AIM OF THE EXERCISE -> Your answer should consist of the lines in the following data that contain "尼崎宝塚線".

EXTRACTED RECORDS ->
⟨

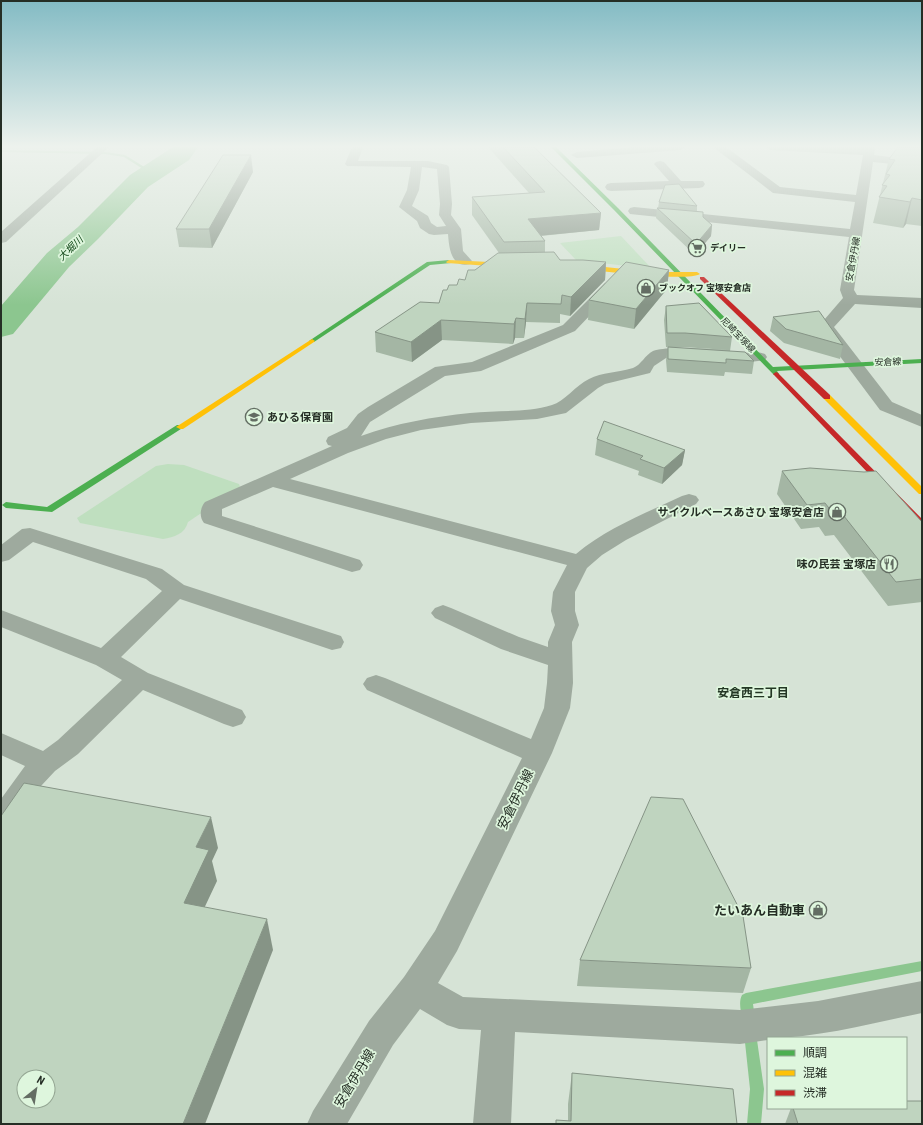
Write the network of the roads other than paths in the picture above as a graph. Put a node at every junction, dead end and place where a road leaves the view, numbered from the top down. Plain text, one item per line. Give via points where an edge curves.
1 (862, 199) edge
2 (45, 200) edge
3 (409, 200) edge
4 (446, 200) edge
5 (606, 200) edge
6 (631, 208) joint
7 (644, 221) dead end
8 (454, 229) junction
9 (857, 234) junction
10 (1, 239) edge
11 (465, 261) junction
12 (686, 263) dead end
13 (519, 265) edge
14 (566, 265) edge
15 (623, 272) junction
16 (697, 274) junction
17 (680, 276) junction
18 (851, 299) junction
19 (922, 302) edge
20 (922, 361) edge
21 (765, 363) junction
22 (854, 364) junction
23 (796, 367) junction
24 (922, 405) edge
25 (886, 406) junction
26 (922, 422) edge
27 (238, 480) dead end
28 (271, 480) junction
29 (922, 492) edge
30 (689, 500) dead end
31 (6, 505) dead end
32 (922, 524) edge
33 (1, 555) edge
34 (580, 562) junction
35 (352, 565) dead end
36 (176, 590) junction
37 (443, 613) dead end
38 (1, 618) edge
39 (332, 642) dead end
40 (105, 659) junction
41 (561, 661) junction
42 (139, 679) junction
43 (376, 684) dead end
44 (233, 717) dead end
45 (1, 743) edge
46 (538, 753) junction
47 (45, 764) junction
48 (1, 822) edge
49 (416, 988) junction
50 (922, 997) edge
51 (499, 1015) junction
52 (326, 1124) edge
53 (492, 1124) edge

1 - 9 street, 安倉伊丹線
2 - 10 street
3 - 8 street via 405,207 423,219 425,225 434,231
4 - 8 street via 445,215
5 - 17 main road, 尼崎宝塚線
6 - 7 main road
6 - 9 street
8 - 11 street via 456,252
9 - 18 street, 安倉伊丹線 via 847,290
11 - 13 main road via 495,266
11 - 31 main road via 428,263 262,375 49,510
12 - 16 main road, 尼崎宝塚線
14 - 15 main road
15 - 17 main road
15 - 27 street via 569,328 475,367 441,372 374,411 364,418 354,432 280,465
16 - 17 main road
16 - 23 main road, 尼崎宝塚線
17 - 21 main road, 尼崎宝塚線
18 - 19 street
18 - 22 street via 826,327
20 - 22 main road, 安倉線
21 - 23 main road
21 - 28 street via 742,358 665,353 658,355 644,369 637,372 592,384 560,409 537,414 464,419 405,428 341,449
21 - 32 main road, 尼崎宝塚線
22 - 23 main road
22 - 25 street
23 - 29 main road, 尼崎宝塚線
24 - 25 street
25 - 26 street
28 - 34 street
28 - 35 street via 212,506 211,519
30 - 34 street, 安倉伊丹線 via 618,535
33 - 36 street via 30,534 154,574
34 - 41 street, 安倉伊丹線 via 564,592 563,611 567,625 560,642
36 - 39 street
36 - 40 street
37 - 41 street via 510,643
38 - 40 street
40 - 42 street
41 - 46 street, 安倉伊丹線 via 557,708
42 - 44 street
42 - 47 street via 68,747
43 - 46 street
45 - 47 street
46 - 49 street, 安倉伊丹線 via 446,941
47 - 48 street via 31,778
49 - 51 street via 458,1013
49 - 52 street, 安倉伊丹線 via 381,1033
50 - 51 street via 818,1017 740,1027
51 - 53 street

⟩

RESPONSE TO THIS TASK ->
5 - 17 main road, 尼崎宝塚線
12 - 16 main road, 尼崎宝塚線
16 - 23 main road, 尼崎宝塚線
17 - 21 main road, 尼崎宝塚線
21 - 32 main road, 尼崎宝塚線
23 - 29 main road, 尼崎宝塚線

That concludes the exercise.